Behind palms an orchestra clashed out the latest Blues and in the cleared space couples were speeding up and down to the syncopations, while between tables agile waiters balanced overloaded trays or whisked silver covers off scarlet lobsters or lit mysterious little lights below tiny bubbling caldrons.
Maria Angelina's soft lips were parted with excitement and her dark eyes round with wondering. This, indeed, was a new world. . . .
It was gay—gayer than the Hotel Excelsior at Rome!
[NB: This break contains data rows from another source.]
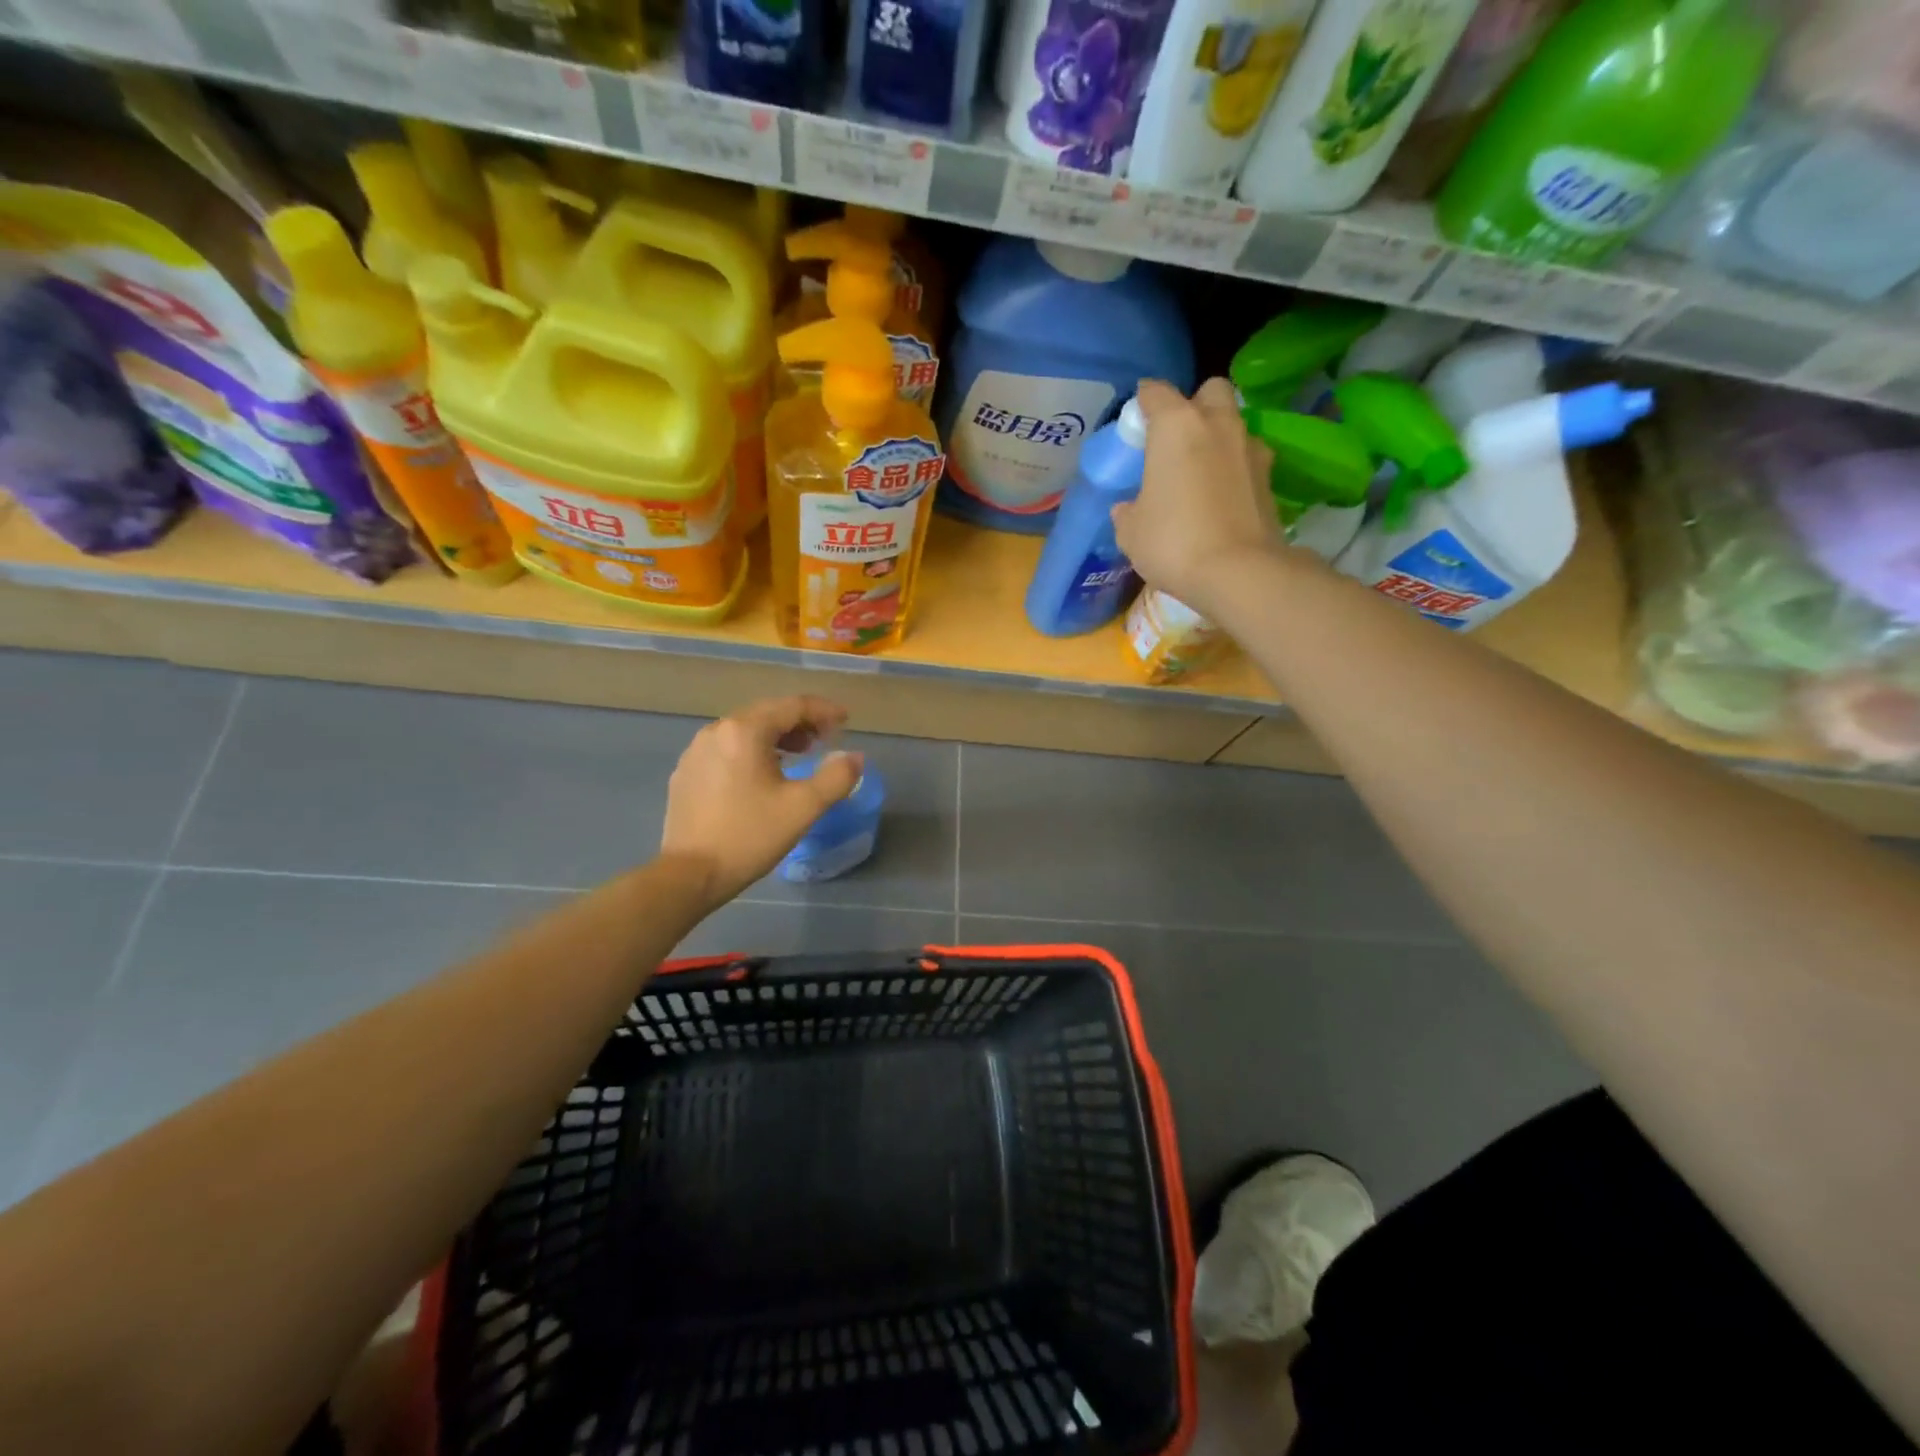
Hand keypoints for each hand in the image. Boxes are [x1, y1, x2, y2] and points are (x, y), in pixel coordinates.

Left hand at [661, 696, 863, 909]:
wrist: (689, 875)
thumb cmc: (750, 836)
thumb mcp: (803, 807)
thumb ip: (836, 777)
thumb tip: (854, 757)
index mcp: (745, 731)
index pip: (792, 706)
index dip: (823, 710)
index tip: (846, 721)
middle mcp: (716, 731)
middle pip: (767, 713)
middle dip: (800, 722)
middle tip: (825, 739)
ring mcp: (696, 751)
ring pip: (744, 731)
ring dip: (776, 736)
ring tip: (798, 755)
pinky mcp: (686, 773)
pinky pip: (726, 749)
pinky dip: (751, 751)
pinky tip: (762, 775)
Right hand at [1112, 378, 1287, 618]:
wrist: (1238, 572)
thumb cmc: (1173, 542)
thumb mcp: (1131, 532)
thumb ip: (1128, 511)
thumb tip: (1129, 508)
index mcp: (1176, 426)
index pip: (1155, 392)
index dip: (1143, 403)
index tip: (1136, 423)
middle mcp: (1218, 424)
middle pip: (1210, 391)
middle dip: (1194, 405)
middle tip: (1177, 440)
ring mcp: (1250, 448)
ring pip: (1234, 423)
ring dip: (1218, 437)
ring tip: (1201, 472)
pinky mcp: (1270, 477)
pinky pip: (1248, 458)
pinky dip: (1235, 469)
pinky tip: (1222, 497)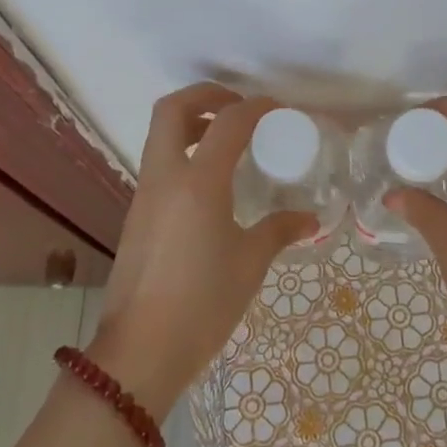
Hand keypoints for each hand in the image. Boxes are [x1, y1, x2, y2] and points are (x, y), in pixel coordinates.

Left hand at [87, 84, 316, 418]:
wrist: (141, 351)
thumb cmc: (202, 303)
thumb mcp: (250, 264)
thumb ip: (279, 231)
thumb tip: (309, 220)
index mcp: (198, 182)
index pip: (228, 123)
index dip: (256, 107)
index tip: (279, 110)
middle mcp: (165, 177)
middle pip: (173, 109)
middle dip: (206, 96)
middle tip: (239, 108)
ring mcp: (145, 195)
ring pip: (160, 136)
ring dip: (192, 124)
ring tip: (229, 142)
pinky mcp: (137, 215)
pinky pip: (159, 165)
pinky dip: (184, 153)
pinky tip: (212, 185)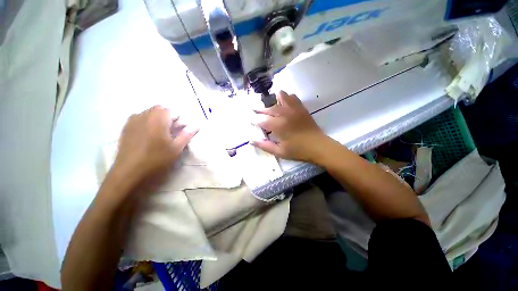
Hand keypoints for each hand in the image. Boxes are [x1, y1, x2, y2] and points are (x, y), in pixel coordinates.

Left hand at [113, 105, 197, 184]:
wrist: (129, 172)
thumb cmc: (156, 160)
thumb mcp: (176, 148)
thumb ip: (187, 135)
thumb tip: (197, 125)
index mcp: (158, 119)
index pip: (172, 111)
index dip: (179, 121)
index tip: (179, 132)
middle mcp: (144, 115)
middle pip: (160, 109)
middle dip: (168, 118)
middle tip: (171, 133)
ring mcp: (133, 120)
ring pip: (149, 113)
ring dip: (158, 119)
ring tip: (159, 135)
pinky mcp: (126, 127)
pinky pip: (139, 118)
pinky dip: (147, 122)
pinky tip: (147, 136)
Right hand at [252, 91, 329, 162]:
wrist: (318, 146)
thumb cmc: (298, 151)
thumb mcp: (279, 152)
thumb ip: (265, 146)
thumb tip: (251, 141)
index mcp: (278, 126)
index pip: (262, 120)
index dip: (254, 120)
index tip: (250, 121)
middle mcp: (284, 114)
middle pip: (269, 108)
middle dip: (260, 110)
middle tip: (254, 111)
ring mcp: (294, 109)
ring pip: (280, 97)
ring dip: (273, 100)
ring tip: (269, 105)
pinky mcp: (301, 108)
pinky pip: (292, 97)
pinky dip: (286, 97)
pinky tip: (284, 103)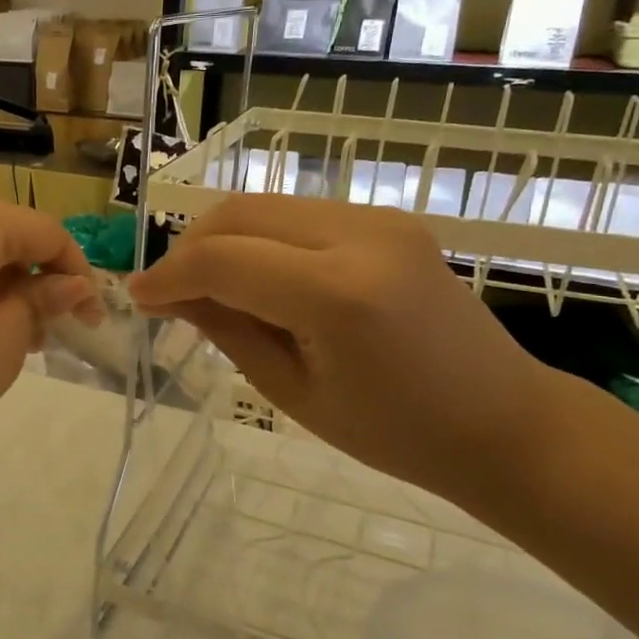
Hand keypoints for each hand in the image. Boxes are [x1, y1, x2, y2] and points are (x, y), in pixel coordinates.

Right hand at [127, 195, 554, 508]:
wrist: (501, 421)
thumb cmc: (393, 432)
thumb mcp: (290, 391)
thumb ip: (225, 329)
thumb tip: (170, 295)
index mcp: (338, 294)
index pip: (223, 260)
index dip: (169, 276)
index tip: (138, 299)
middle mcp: (360, 236)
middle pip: (240, 214)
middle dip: (189, 248)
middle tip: (168, 293)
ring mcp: (379, 219)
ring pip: (265, 205)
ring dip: (222, 239)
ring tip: (205, 286)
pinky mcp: (387, 219)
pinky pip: (297, 214)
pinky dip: (259, 238)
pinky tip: (253, 276)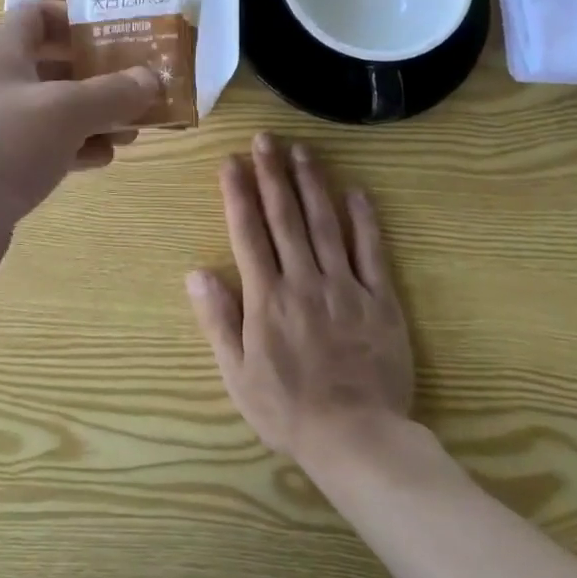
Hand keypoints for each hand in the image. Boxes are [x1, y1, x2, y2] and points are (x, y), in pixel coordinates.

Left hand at [0, 3, 158, 288]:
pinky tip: (104, 160)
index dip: (78, 20)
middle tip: (143, 88)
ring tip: (135, 129)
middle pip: (51, 65)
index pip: (38, 15)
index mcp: (0, 50)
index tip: (121, 36)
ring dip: (93, 116)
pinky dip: (74, 150)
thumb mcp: (64, 111)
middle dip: (98, 75)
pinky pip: (42, 149)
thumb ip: (112, 92)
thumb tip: (151, 78)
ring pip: (51, 112)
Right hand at [187, 133, 413, 462]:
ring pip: (325, 224)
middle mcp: (303, 280)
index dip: (238, 194)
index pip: (248, 233)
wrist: (356, 438)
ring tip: (302, 151)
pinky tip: (356, 191)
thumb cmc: (287, 409)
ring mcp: (344, 287)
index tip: (232, 162)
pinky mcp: (380, 300)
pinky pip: (371, 252)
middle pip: (285, 217)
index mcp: (266, 297)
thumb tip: (196, 272)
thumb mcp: (237, 373)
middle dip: (272, 174)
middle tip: (266, 139)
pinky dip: (364, 220)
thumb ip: (218, 320)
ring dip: (312, 184)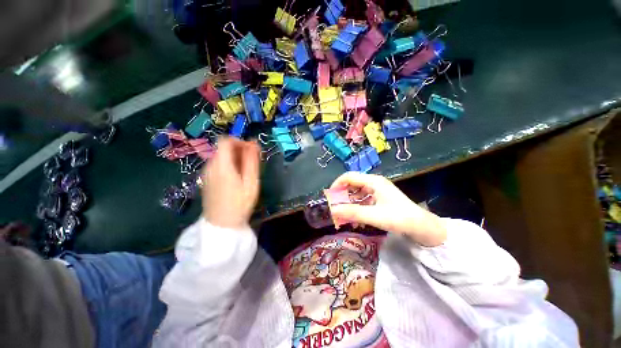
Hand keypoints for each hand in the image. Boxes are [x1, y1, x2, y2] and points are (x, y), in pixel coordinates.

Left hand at [202, 137, 260, 229]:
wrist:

It was a carnival of a dinner!
Ever since morning, when the cordiality of the new-found cousins had dissipated the first forlorn homesickness of arrival, she had been looking on at scenes that were like a film, ceaselessly unrolling.
After luncheon, Cousin Jim with impulsive hospitality had carried her off to see the Big Town—an expedition from which his wife relievedly withdrew—and he had whirled Maria Angelina about in motors, plunged her into roaring subways, whisked her up dizzying elevators and brought her out upon unbelievable heights, all the time expounding and explaining with that passionate, possessive pride of the New Yorker by adoption, which left his young guest with the impression that he owned at least half the city and was personally responsible for the other half.
It had been very wonderful but Maria had expected New York to be wonderful. And she was not interested, save superficially, in cities. Life was the stuff her dreams were made on, and life was unfolding vividly to her eager eyes at this gay dinner, promising her enchanted senses the incredible richness and excitement for which she had come.
And though she sat up very sedately, like a well-behaved child in the midst of blazing carnival, her glowing face, her breathless lips and wide, shining eyes revealed her innocent ardors and young expectancies.
She was very proud of herself, in the midst of all the prideful splendor, proud of her new, absurdly big white hat, of her new, absurdly small white shoes, and of her new, white mull frock, soft and clinging and exquisite with the patient embroidery of the needlewoman.
Its low cut neck left her throat bare and about her throat hung the string of white coral that her father had given her in parting—white coral, with a pale, pale pink suffusing it.
"Like a young girl's dreams," Santonini had said. "Snowy white—with a blush stealing over them."